The March 24 article, "Little time to avoid big thaw, scientists warn," is long on painting a doomsday scenario, but very short on exactly how cutting emissions of greenhouse gases will "stop" global climate change.
Could Earth not once again alter its orbital inclination as it apparently did during the interglacial period? According to solar physicists, the sun has raised its energy output by 30 percent over the past 1,000 years. Will the sun suddenly stop this process and go cold? Will the decadal temperature oscillations of both oceans, which also surely have an impact on polar ice melt, suddenly reverse themselves?
I'm sick of scientists posing as fire-and-brimstone prophets, inventing computer models that forecast Mother Earth's final judgment on the "sinfulness" of humanity's conspicuous consumption.
The sun-Earth relationship, and its consequent influence on Earth's climate, is in a perpetual state of change. Someday that change may be catastrophic for humanity. But species will go and new species will come. Life will go on. To suggest that we humans have direct control over global environmental change is just plain unscientific.
Anil K. Singh
The March 20 article, "Court deals blow to EPA's relaxed rule on air emissions," gives great hope to many citizens in the Mid-Atlantic and Midwest who have been waiting more than 30 years for electric companies to meet the national air quality standards set by the Clean Air Act in the 1970s.
It is far past time that the owners of old, coal-burning power plants built before 1970 should meet the same emission standards required of newer plants. These plants - such as the Mirant-owned Potomac River Generating Station - operate today without modern pollution controls. In Mirant's case, only citizen pressure unveiled the truth last year that this plant caused more than 13 times the healthful limits of sulfur dioxide to be in our neighborhood air - and between two to four times the healthful limits of nitrogen oxides and particulates. Companies should either meet current air quality standards or close down and make way for new, cleaner energy producers. The EPA must enforce this law now.

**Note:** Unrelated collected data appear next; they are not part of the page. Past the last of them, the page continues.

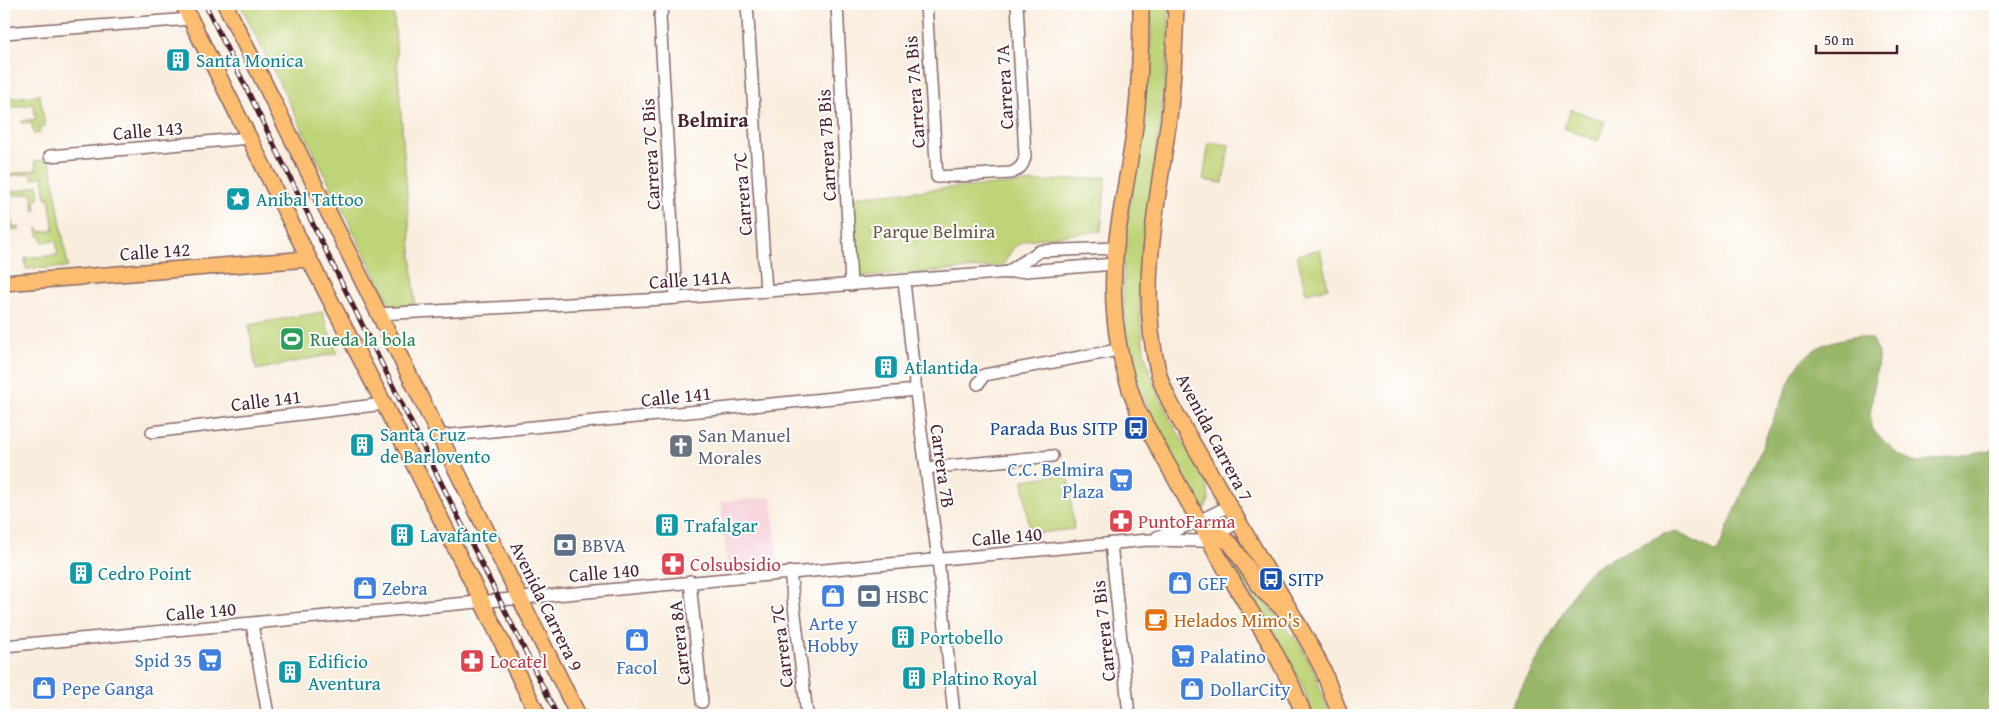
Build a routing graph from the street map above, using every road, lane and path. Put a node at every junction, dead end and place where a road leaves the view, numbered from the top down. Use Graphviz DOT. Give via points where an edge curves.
graph roads {
  1 [pos="183,4"];
  2 [pos="226,4"];
  3 [pos="747,4"];
  4 [pos="837,4"];
  5 [pos="926,4"];
  6 [pos="1017,4"];
  7 [pos="1141,4"];
  8 [pos="1176,4"];
  9 [pos="663,8"];
  10 [pos="191,19"];
  11 [pos="4,33"];
  12 [pos="249,138"];
  13 [pos="50,156"];
  14 [pos="1021,167"];
  15 [pos="1116,248"];
  16 [pos="309,259"];
  17 [pos="1115,264"];
  18 [pos="1004,274"];
  19 [pos="904,281"];
  20 [pos="4,283"];
  21 [pos="851,285"];
  22 [pos="766,291"];
  23 [pos="676,298"];
  24 [pos="378,314"];
  25 [pos="1118,350"];
  26 [pos="978,384"];
  27 [pos="916,390"];
  28 [pos="384,404"];
  29 [pos="152,432"];
  30 [pos="440,436"];
  31 [pos="1052,456"];
  32 [pos="926,468"];
  33 [pos="1229,506"];
  34 [pos="1199,521"];
  35 [pos="1238,522"];
  36 [pos="1214,536"];
  37 [pos="1148,540"];
  38 [pos="1111,544"];
  39 [pos="938,559"];
  40 [pos="790,572"];
  41 [pos="690,581"];
  42 [pos="520,597"];
  43 [pos="482,601"];
  44 [pos="1293,617"];
  45 [pos="252,624"];
  46 [pos="4,646"];
  47 [pos="702,702"];
  48 [pos="268,715"];
  49 [pos="538,715"];
  50 [pos="578,715"];
  51 [pos="807,715"];
  52 [pos="954,715"];
  53 [pos="1129,715"];
  54 [pos="1304,715"];
  55 [pos="1340,715"];
  1 -- 10 [label="main road"];
  2 -- 24 [label="main road, Avenida Carrera 9"];
  3 -- 22 [label="street, Carrera 7C"];
  4 -- 21 [label="street, Carrera 7B Bis"];
  5 -- 14 [label="street, Carrera 7A Bis" via="937,177 1011,173"];
  6 -- 14 [label="street, Carrera 7A" via="1024,156"];
  7 -- 15 [label="main road" via="1140,81"];
  8 -- 33 [label="main road, Avenida Carrera 7" via="1169,118 1151,238 1148,284 1150,332 1166,394"];
  9 -- 23 [label="street, Carrera 7C Bis" via="660,16"];
  10 -- 11 [label="street"];
  10 -- 12 [label="main road"];
  12 -- 13 [label="street, Calle 143"];
  12 -- 16 [label="main road"];
  15 -- 17 [label="main road"];
  15 -- 18 [label="street, Calle 141A" via="1040,251"];
  16 -- 20 [label="main road, Calle 142"];
  16 -- 28 [label="main road"];
  17 -- 18 [label="street, Calle 141A"];
  17 -- 25 [label="main road"];
  18 -- 19 [label="street, Calle 141A"];
  19 -- 21 [label="street, Calle 141A"];
  19 -- 27 [label="street, Carrera 7B"];
  21 -- 22 [label="street, Calle 141A"];
  22 -- 23 [label="street, Calle 141A"];
  23 -- 24 [label="street, Calle 141A"];
  24 -- 30 [label="main road, Avenida Carrera 9"];
  25 -- 26 [label="street" via="984,374"];
  25 -- 34 [label="main road" via="1138,411"];
  27 -- 30 [label="street, Calle 141"];
  27 -- 32 [label="street, Carrera 7B"];
  28 -- 29 [label="street, Calle 141"];
  28 -- 43 [label="main road"];
  30 -- 42 [label="main road, Avenida Carrera 9"];
  31 -- 32 [label="street"];
  32 -- 39 [label="street, Carrera 7B"];
  33 -- 34 [label="street, Calle 140"];
  33 -- 35 [label="main road, Avenida Carrera 7"];
  34 -- 36 [label="main road"];
  34 -- 37 [label="street, Calle 140"];
  35 -- 36 [label="street, Calle 140"];
  35 -- 44 [label="main road, Avenida Carrera 7"];
  36 -- 37 [label="street, Calle 140" via="1196,541"];
  36 -- 44 [label="main road" via="1235,548 1263,591"];
  36 -- 54 [label="main road"];
  37 -- 38 [label="street, Calle 140"];
  38 -- 39 [label="street, Calle 140"];
  38 -- 53 [label="street, Carrera 7 Bis"];
  39 -- 40 [label="street, Calle 140"];
  39 -- 52 [label="street, Carrera 7B"];
  40 -- 41 [label="street, Calle 140"];
  40 -- 51 [label="street, Carrera 7C"];
  41 -- 42 [label="street, Calle 140"];
  41 -- 47 [label="street, Carrera 8A"];
  42 -- 43 [label="street, Calle 140"];
  42 -- 50 [label="main road, Avenida Carrera 9"];
  43 -- 45 [label="street, Calle 140"];
  43 -- 49 [label="main road"];
  44 -- 55 [label="main road, Avenida Carrera 7" via="1323,670"];
  45 -- 46 [label="street, Calle 140"];
  45 -- 48 [label="street"];
}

In the March 23 Opinion piece, "The US needs to build a smarter military, not a bigger arsenal," Lawrence Korb and Sanford Gottlieb make some good points. They rightly note the necessity of improving homeland defense and the need to spend less on nuclear weapons and sophisticated fighter aircraft.
Then they suggest eliminating or shrinking: the nuclear arsenal, missile defense, the F/A-22 fighter, Virginia-class submarines, and the V-22 Osprey. Unlike the rest of the listed weapons programs, the V-22 Osprey is not primarily designed to counter high-tech battlefield threats from enemies who no longer exist. It is a troop transport designed to get soldiers into position safely and speedily. If the authors truly want a "smarter military," wouldn't a faster, quieter, and safer form of transport for our soldiers be a benefit?
Air Force special operations units are scheduled to get 50 V-22 variants. And the US Marines, whose soldiers have been fighting and dying in Iraq, have staunchly supported the V-22 weapons program for two decades. The V-22 seems to be a smart choice for a smarter military.
Santa Clara, Calif.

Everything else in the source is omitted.